Prior to the Great Depression, there were arguably more bird dog kennels and dog trainers within thirty miles of High Point than anywhere else in the world, but October 29, 1929 signaled the end of the age of the lavish Piedmont quail preserves. Bobwhite quail continued to thrive for a few decades, but eventually dwindled to non-huntable numbers. Dogs and dog-men followed suit. By the turn of the 21st century, this part of our heritage was pretty well lost to history. 

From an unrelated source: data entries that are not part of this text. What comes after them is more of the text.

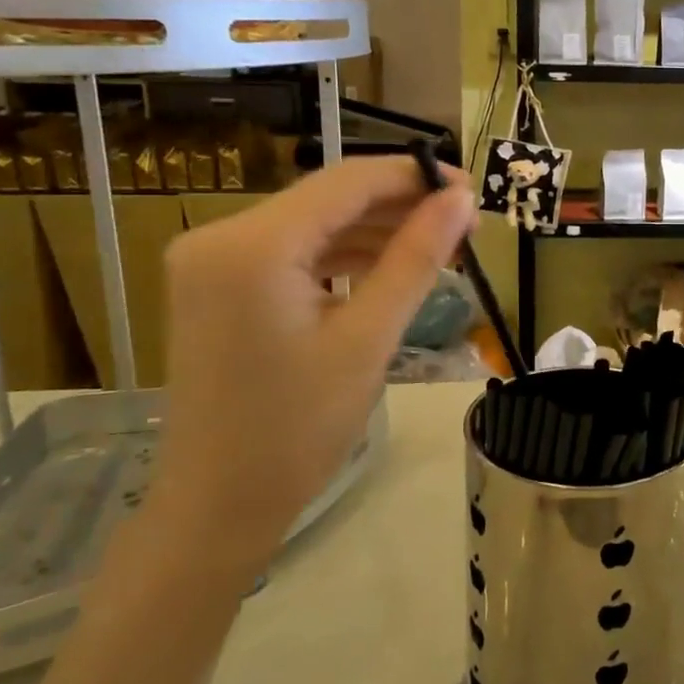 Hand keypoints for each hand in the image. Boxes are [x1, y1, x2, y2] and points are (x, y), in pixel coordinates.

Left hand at [154, 156, 474, 573]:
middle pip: (329, 199)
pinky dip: (342, 256)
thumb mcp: (369, 338)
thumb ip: (416, 258)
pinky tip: (388, 267)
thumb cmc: (298, 430)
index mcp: (252, 245)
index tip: (471, 188)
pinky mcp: (219, 284)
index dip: (414, 176)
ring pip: (314, 224)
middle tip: (464, 225)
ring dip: (375, 232)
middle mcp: (220, 236)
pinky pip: (293, 252)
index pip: (347, 182)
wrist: (218, 506)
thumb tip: (462, 199)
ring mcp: (213, 260)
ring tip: (439, 247)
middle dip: (399, 207) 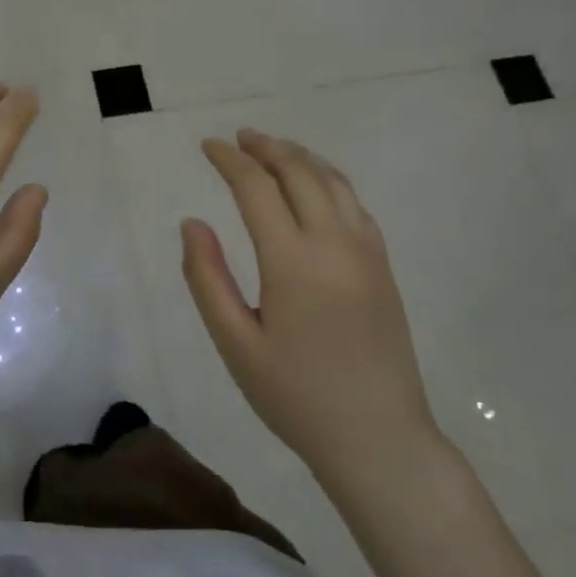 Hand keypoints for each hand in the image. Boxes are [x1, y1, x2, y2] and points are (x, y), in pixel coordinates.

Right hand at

Today, save a small remnant population of opulent plantations at the confluence of Georgia, Florida, and Alabama, southern quail culture struggles to hold on. All we can do is exist in our time. We hunt different birds, in different landscapes, with different dogs. We travel to less congested corners of this country in search of what was once our birthright. We lament fescue and fire ants and retired civil servants from states with a higher cost of living. Mostly, we long for a time we never knew and a lifestyle we would have likely never known.  

Authors note:
While researching material for this article I was frustrated by my inability to draw a connection between John Armstrong and Dewey English. This leaves the trainers’ lineage I was hoping to demonstrate somewhat incomplete. I spent far more time than intended pouring over regional newspaper archives, before landing on a brief story from the Burlington State Dispatch dated March 26th, 1913, regarding the murder of John Armstrong by the manager of Archdale Shooting Club, Mr. Lert English.  

About the Author

Grayson Guyer grew up in North Carolina around bird dogs and dog men. He operates Lost Highway Kennels at Cedar Ridge Farm in Davidson County, NC. When not choring or training dogs Grayson can often be found on the bank of a pond with his little boy, a 2wt fly-rod, a Zebco Spiderman combo, and a stringer full of Bluegill.